Default line break handling is inconvenient

In China, people like Markdown too. But I don’t think that’s a nice solution for us to create new lines with many spaces before newlines as described at:

jgm.github.io/stmd/spec.html#hard-line-breaks

A line break (not in a code span or HTML tag) that is preceded by two or more spaces is parsed as a linebreak (rendered in HTML as a
tag)

Yes there’s an alternative: GFM from GitHub, which treat line breaks just like in normal text. And it’s lucky for us.

Personally there’s some reasons I don’t like the standard way of creating line breaks. In China, we use Chinese characters, and paragraphs are tend to be a dense chunk of dots like this. An easy solution is breaking paragraphs into more lines to make it clear. I did that a lot.

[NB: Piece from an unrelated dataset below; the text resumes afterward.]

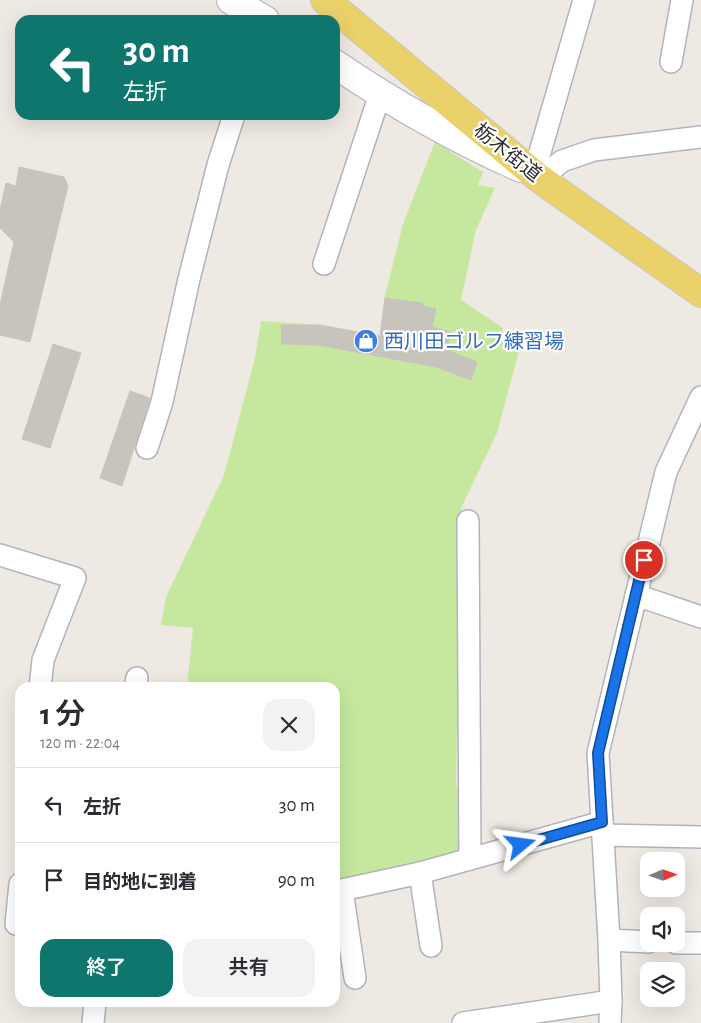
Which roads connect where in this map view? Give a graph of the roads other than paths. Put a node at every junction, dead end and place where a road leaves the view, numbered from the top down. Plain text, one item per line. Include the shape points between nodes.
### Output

Other people who write in Chinese might not use that as frequently as I do. But there are still a lot cases we need the texts to be formatted. An example is this from Ruby China.

报名方式:直接来就可以了,当然回复一下更好哇~
费用:免费
时间:2014年9月14号(周日)下午2点至5点半
地点:北京市海淀大街38号银科大厦底商Black Jack咖啡 link
交通:地铁十号线,苏州街站下车,往北走;离创业街也不远

I can’t say we use that in most cases, but just there are a lot cases we need line breaks.

I want to list some Chinese forum on programming below. Most of them treat line breaks as GFM does when they choose Markdown:

And some are not, they follow the standard Markdown and need spaces to create line breaks:

So I think these should be taken into consideration in making the standard Markdown.

3 Likes

I came here to discuss the "two or more spaces followed by a line break means a <br/> tag, too, because I personally dislike formatting based on something I can’t see in a normal editor (leading spaces are a different matter), But I see it is in the original Markdown write-up by Gruber (here), and hence the likelihood of something that entrenched may not be easily changed, even if other MD parsers do something different.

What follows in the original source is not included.